# Scattering formulas, what's the point?

I am currently redaing Goldstein's Classical Mechanics (3rd ed. 2002, with Poole and Safko). The sections 3.10-11 deal with scattering, of the type originally studied by Rutherford, and which led him to formulate his "planetary system" atom model.

Rutherford fired a beam of positively charged alpha particles against a thin gold foil, and could explain the results of the scattering of the particles with the model that the atom consists of a (relatively) heavy positively charged nucleus with light negatively charged electrons orbiting it at a (relatively) large distance. The deflections take place if and when the particles come close to the nucleus.

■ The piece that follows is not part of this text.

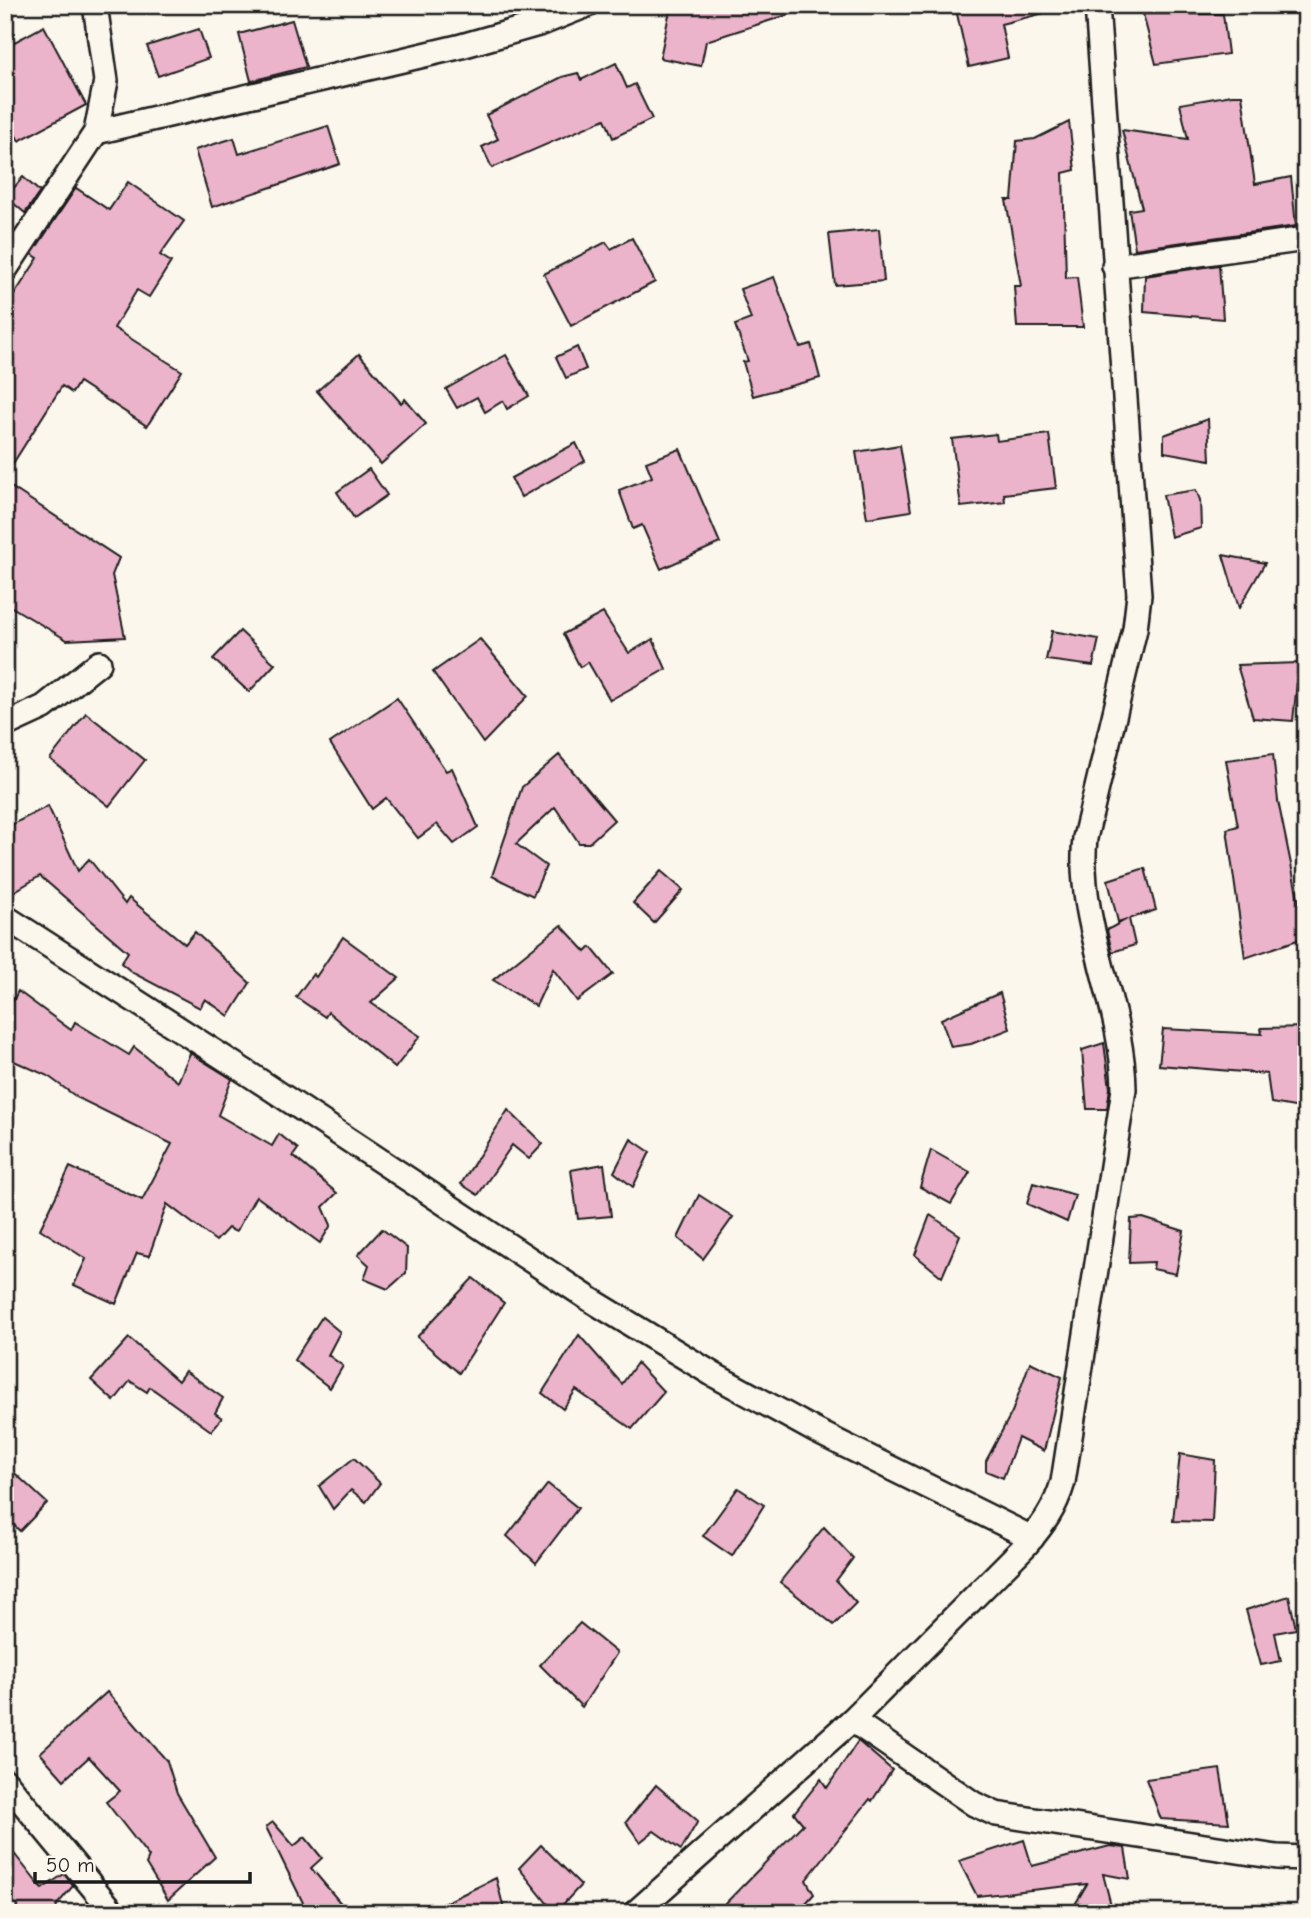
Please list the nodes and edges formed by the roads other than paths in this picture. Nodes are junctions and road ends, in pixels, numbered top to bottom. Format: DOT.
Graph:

The more general problem is to calculate the deflection pattern if a beam of particles is fired against an originally fixed center of force.
Goldstein makes great pains to calculate the so called cross section for scattering in a given direction, first assuming that the target (in Rutherford's case the nucleus) remains fixed all the time, and then when the target moves in reaction to the collision.

I don't see the point with these detalied calculations. It seems to me that the formulas will not apply in a real experiment such as Rutherford's:

1. In the calculations, it is assumed that the center of force is originally fixed. But, unless it is held fixed in a lattice or something like that, this can only be true before the interaction with the first particle in the beam which hits it. When the second, third etc. particle in the beam hits the center of force, it will move in reaction to prior collisions, in a chaotic manner making it unmanageable to calculate the scattering angles, and hence the cross section for scattering to be measured.

2. In Rutherford's experiment, why don't the particles in the beam interact with the electrons, and become deflected by such interactions?

3. Why don't the particles in the beam interact with each other, and become deflected by such repulsions?

1. The target atoms are fixed to a lattice and there are many more target atoms than incoming particle so the chances of two incoming particle hitting the same atom is negligible

2. The electrons are a bunch of light weights that scatter out of the way of the incoming particles with negligible effect on them

3.The beam density is too low so the particles in the beam are too far away from each other and their mutual interactions is also negligible.

Ok, thanks Dauto. One more thing, though:

2. The electrons are a bunch of light weights that scatter out of the way of the incoming particles with negligible effect on them
But the mass of an electron does not matter for the electrostatic force it exerts upon a particle, only its charge matters for this, and this charge is the same as the charge of a much heavier proton (although with opposite sign). On the other hand, the nucleus of a gold atom (which Rutherford used) contains 79 protons, so its charge is 79 times the charge of an electron and exerts a much greater force upon the incoming particle than any electron...

Ok, thanks Dauto. One more thing, though:

But the mass of an electron does not matter for the electrostatic force it exerts upon a particle, only its charge matters for this, and this charge is the same as the charge of a much heavier proton (although with opposite sign). On the other hand, the nucleus of a gold atom (which Rutherford used) contains 79 protons, so its charge is 79 times the charge of an electron and exerts a much greater force upon the incoming particle than any electron...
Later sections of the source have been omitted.